The parties appeared for the third time this week in the Gauteng High Court, Pretoria court, but no order was issued as the various stakeholders still said they have to iron out the way forward as to how all the stakeholders could work together in dealing with the issue.
It was hoped that by this week the stakeholders - the City of Tshwane, home affairs and the police - would come up with a plan as to how to deal with the foreign nationals.
But the urgent application stood down on three consecutive days this week, so that the parties could meet and find a practical solution.
Counsel for the Brooklyn and Eastern Areas Citizens Association and the Waterkloof Homeowners Association on Wednesday afternoon, after the court session, again engaged with the various stakeholders to come up with a practical solution to the problems.
They want the court to issue an urgent interim interdict to prevent the foreign nationals from camping outside the UN building in Waterkloof between 5pm and 8am.
They also want home affairs to establish which of the foreign nationals are legally in the country and which are not. They want home affairs to deal with those who are illegally in the country, in terms of its immigration laws.
The residents further want the City to deal with the immigrants in terms of the municipal by-laws, for instance preventing them from causing noise, polluting and cooking and washing their clothes in the streets outside the UN building.
The City said their Metro police officers only have limited powers and cannot simply arrest anyone.
Home Affairs said it did not have the resources to go out on its own to establish who was legally in the country and who are not.
Meanwhile the homeowners complained as they hoped for an urgent order this week so that life in the east outside the UN office could return to normal.
The parties met for more than an hour today in chambers with Judge Natvarlal Ranchod.
When they returned to court it was agreed that the national and provincial commissioners of police would be joined as respondents to the application.

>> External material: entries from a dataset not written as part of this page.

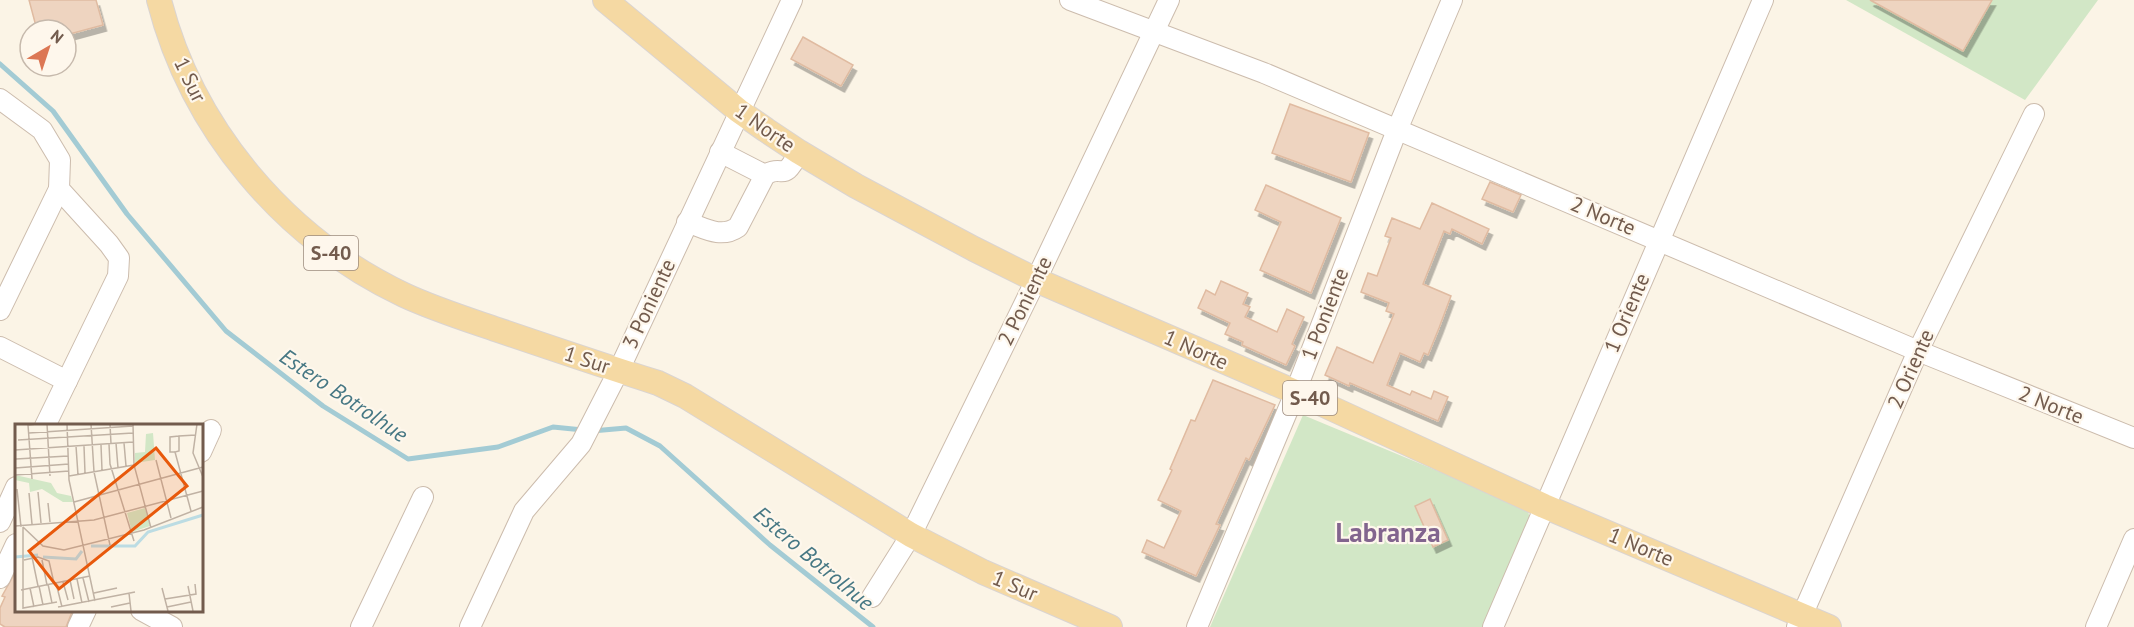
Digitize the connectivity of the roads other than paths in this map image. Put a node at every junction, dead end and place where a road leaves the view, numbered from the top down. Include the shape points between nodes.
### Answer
1 (159, 0) edge
2 (605, 0) edge
3 (792, 0) edge
4 (1070, 0) edge
5 (1169, 0) edge
6 (1452, 0) edge
7 (1763, 0) edge
8 (1153, 31) junction
9 (0, 99) edge
10 (739, 111) junction
11 (2034, 114) dead end
12 (1397, 130) junction
13 (720, 152) junction
14 (799, 152) junction
15 (765, 175) junction
16 (59, 189) junction
17 (687, 222) junction
18 (1659, 240) junction
19 (1036, 280) junction
20 (0, 310) edge
21 (0, 347) edge
22 (1918, 351) junction
23 (619, 370) junction
24 (67, 381) junction
25 (1294, 393) junction
26 (46, 424) edge
27 (211, 429) dead end
28 (2134, 438) edge
29 (202, 450) edge
30 (15, 489) edge
31 (423, 497) dead end
32 (1544, 506) junction
33 (0, 522) edge
34 (0, 535) edge
35 (911, 535) junction
36 (2134, 539) edge
37 (15, 543) edge
38 (15, 546) edge
39 (0, 579) edge
40 (872, 597) dead end
41 (85, 612) edge
42 (145, 612) edge
43 (1799, 621) edge
44 (78, 627) edge
45 (171, 627) edge
46 (362, 627) edge
47 (470, 627) edge
48 (1110, 627) edge
49 (1197, 627) edge
50 (1493, 627) edge
51 (1829, 627) edge
52 (2096, 627) edge

1 - 23 main road, 1 Sur / S-40 via 179,60 206,113 251,178 310,237 405,296
2 - 10 main road, 1 Norte / S-40
3 - 10 street, 3 Poniente
4 - 8 street, 2 Norte
5 - 8 street, 2 Poniente
6 - 12 street, 1 Poniente
7 - 18 street, 1 Oriente
8 - 12 street, 2 Norte
8 - 19 street, 2 Poniente
9 - 16 street via 42,130 60,160
10 - 13 street, 3 Poniente
10 - 14 main road, 1 Norte / S-40
11 - 22 street, 2 Oriente
12 - 18 street, 2 Norte
12 - 25 street, 1 Poniente
13 - 15 street
13 - 17 street, 3 Poniente
14 - 15 street via 790,169
14 - 19 main road, 1 Norte / S-40 via 914,218
15 - 17 street via 734,230 718,233
16 - 20 street
16 - 24 street via 119,258 118,276
17 - 23 street, 3 Poniente
18 - 22 street, 2 Norte
18 - 32 street, 1 Oriente
19 - 25 main road, 1 Norte / S-40
19 - 35 street, 2 Poniente
21 - 24 street
22 - 28 street, 2 Norte
22 - 43 street, 2 Oriente
23 - 35 main road, 1 Sur / S-40 via 685,396
23 - 47 street, 3 Poniente via 581,444 524,511
24 - 26 street
25 - 32 main road, 1 Norte / S-40
25 - 49 street, 1 Poniente
27 - 29 street
30 - 33 street
31 - 46 street
32 - 43 main road, 1 Norte / S-40
32 - 50 street, 1 Oriente
34 - 37 street
35 - 40 street, 2 Poniente
35 - 48 main road, 1 Sur / S-40 via 983,572
36 - 52 street
38 - 39 street
41 - 44 street
42 - 45 street
43 - 51 main road, 1 Norte / S-40

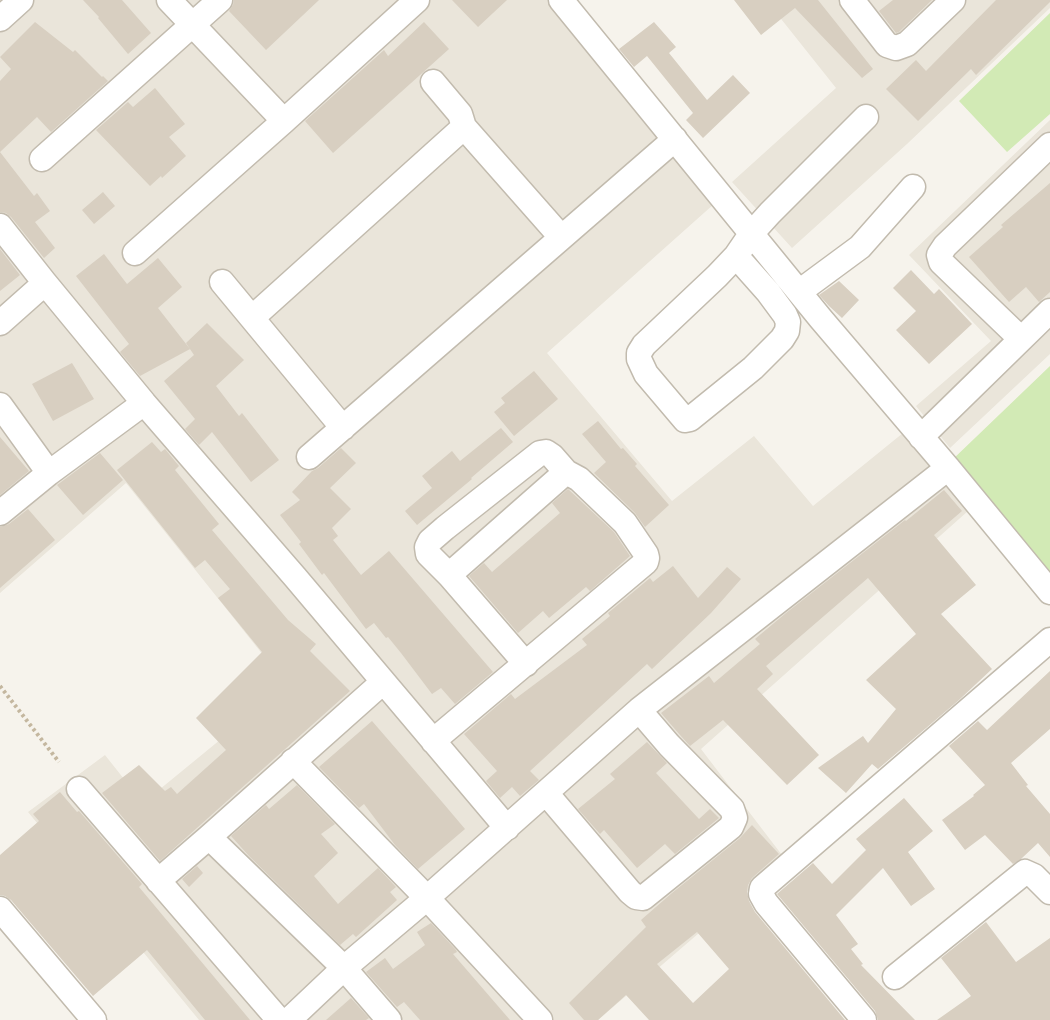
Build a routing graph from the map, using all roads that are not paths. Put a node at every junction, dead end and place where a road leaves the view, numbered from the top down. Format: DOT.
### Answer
graph roads {
  1 [pos="21,0"];
  2 [pos="169,0"];
  3 [pos="220,0"];
  4 [pos="417,0"];
  5 [pos="561,0"];
  6 [pos="852,0"];
  7 [pos="953,0"];
  8 [pos="0,19"];
  9 [pos="192,25"];
  10 [pos="433,82"];
  11 [pos="866,117"];
  12 [pos="284,121"];
  13 [pos="464,127"];
  14 [pos="675,139"];
  15 [pos="1050,145"];
  16 [pos="42,159"];
  17 [pos="913,187"];
  18 [pos="0,226"];
  19 [pos="751,234"];
  20 [pos="561,237"];
  21 [pos="135,253"];
  22 [pos="736,256"];
  23 [pos="222,282"];
  24 [pos="45,283"];
  25 [pos="799,292"];
  26 [pos="1050,310"];
  27 [pos="253,317"];
  28 [pos="0,323"];
  29 [pos="1021,339"];
  30 [pos="144,403"];
  31 [pos="0,405"];
  32 [pos="344,428"];
  33 [pos="921,437"];
  34 [pos="309,457"];
  35 [pos="948,468"];
  36 [pos="566,472"];
  37 [pos="49,473"];
  38 [pos="0,513"];
  39 [pos="449,576"];
  40 [pos="1050,592"];
  41 [pos="1050,640"];
  42 [pos="526,664"];
  43 [pos="383,681"];
  44 [pos="639,710"];
  45 [pos="433,741"];
  46 [pos="293,761"];
  47 [pos="79,789"];
  48 [pos="546,793"];
  49 [pos="507,828"];
  50 [pos="209,837"];
  51 [pos="158,880"];
  52 [pos="1050,892"];
  53 [pos="427,898"];
  54 [pos="0,909"];
  55 [pos="344,968"];
  56 [pos="895,977"];
  57 [pos="94,1020"];
  58 [pos="279,1020"];
  59 [pos="289,1020"];
  60 [pos="389,1020"];
  61 [pos="540,1020"];
  62 [pos="864,1020"];
  1 -- 8 [label="street"];
  2 -- 9 [label="street"];
  3 -- 9 [label="street"];
  4 -- 12 [label="street"];
  5 -- 14 [label="street"];
  6 -- 7 [label="street"];
  9 -- 12 [label="street"];
  9 -- 16 [label="street"];
  10 -- 13 [label="street"];
  11 -- 19 [label="street"];
  12 -- 21 [label="street"];
  13 -- 20 [label="street"];
  13 -- 27 [label="street"];
  14 -- 19 [label="street"];
  14 -- 20 [label="street"];
  15 -- 29 [label="street"];
  17 -- 25 [label="street"];
  18 -- 24 [label="street"];
  19 -- 22 [label="street"];
  19 -- 25 [label="street"];
  20 -- 32 [label="street"];
  22 -- 22 [label="street"];
  23 -- 27 [label="street"];
  24 -- 28 [label="street"];
  24 -- 30 [label="street"];
  25 -- 33 [label="street"];
  26 -- 29 [label="street"];
  27 -- 32 [label="street"];
  29 -- 33 [label="street"];
  30 -- 37 [label="street"];
  30 -- 43 [label="street"];
  31 -- 37 [label="street"];
  32 -- 34 [label="street"];
  33 -- 35 [label="street"];
  35 -- 40 [label="street"];
  35 -- 44 [label="street"];
  36 -- 39 [label="street"];
  36 -- 39 [label="street"];
  36 -- 42 [label="street"];
  37 -- 38 [label="street"];
  39 -- 42 [label="street"];
  41 -- 62 [label="street"];
  42 -- 45 [label="street"];
  43 -- 45 [label="street"];
  43 -- 46 [label="street"];
  44 -- 48 [label="street"];
  44 -- 48 [label="street"];
  45 -- 49 [label="street"];
  46 -- 50 [label="street"];
  46 -- 53 [label="street"];
  47 -- 51 [label="street"];
  48 -- 49 [label="street"];
  49 -- 53 [label="street"];
  50 -- 51 [label="street"];
  50 -- 55 [label="street"];
  51 -- 58 [label="street"];
  52 -- 56 [label="street"];
  53 -- 55 [label="street"];
  53 -- 61 [label="street"];
  54 -- 57 [label="street"];
  55 -- 59 [label="street"];
  55 -- 60 [label="street"];
}
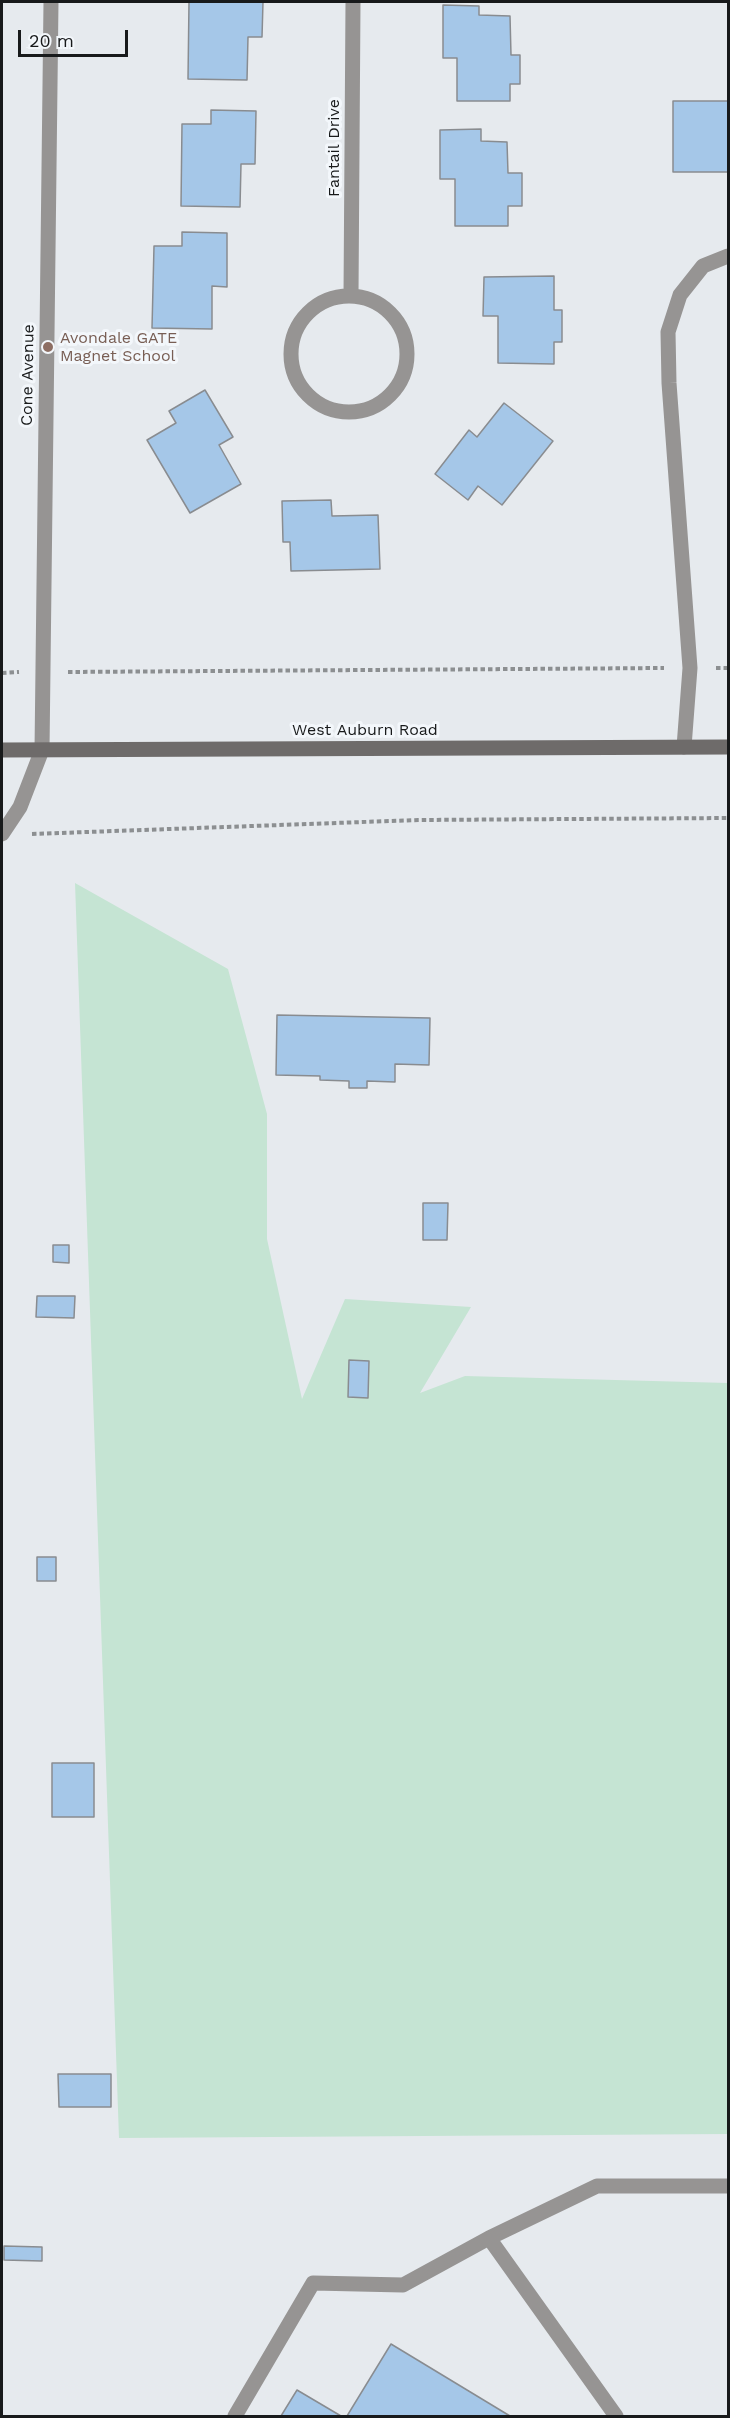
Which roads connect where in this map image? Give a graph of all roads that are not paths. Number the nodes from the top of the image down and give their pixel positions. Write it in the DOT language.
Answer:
graph roads {
  1 [pos="51,2"];
  2 [pos="353,2"];
  3 [pos="729,256"];
  4 [pos="351,295"];
  5 [pos="684,747"];
  6 [pos="729,747"];
  7 [pos="2,750"];
  8 [pos="42,750"];
  9 [pos="2,834"];
  10 [pos="729,2186"];
  11 [pos="489,2238"];
  12 [pos="235,2416"];
  13 [pos="616,2416"];
  1 -- 8 [label="street, Cone Avenue"];
  2 -- 4 [label="street, Fantail Drive"];
  3 -- 5 [label="street"];
  4 -- 4 [label="street"];
  5 -- 6 [label="main road, West Auburn Road"];
  5 -- 8 [label="main road, West Auburn Road"];
  7 -- 8 [label="main road, West Auburn Road"];
  8 -- 9 [label="street"];
  10 -- 11 [label="street"];
  11 -- 12 [label="street"];
  11 -- 13 [label="street"];
}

They will file their submissions regarding a solution to the issue by Monday and the parties will again meet back in court next Wednesday. It is hoped that by then the parties can agree on a plan as to how to work together to find a practical solution.
The City’s stance is that it cannot provide temporary housing for these foreign nationals, as it already has to deal with a housing backlog.
It is of the opinion that the provincial government and disaster management should step in to provide temporary accommodation.
It further said that the foreign nationals’ demands are not aimed at the City, as they want to be relocated out of the country. Thus, they said, home affairs and Dirco should deal with them.
A handful of the foreign nations were meanwhile back in court yesterday to try and establish their fate, as they are not represented in the application.
Alex Mongo Nkoy of the DRC said they have nowhere to go to and they planned on staying put. He said if the police arrived there to force them to leave, they should bring coffins along as the people are prepared to die.
“We are not violent people at all, but we will fight if they want to take us with force.”
Nkoy said they want the UN to move them to another country, as they were not safe in “xenophobic” South Africa.
According to him they had no gripe with the residents in the area and their presence there are solely aimed at receiving help from the UN.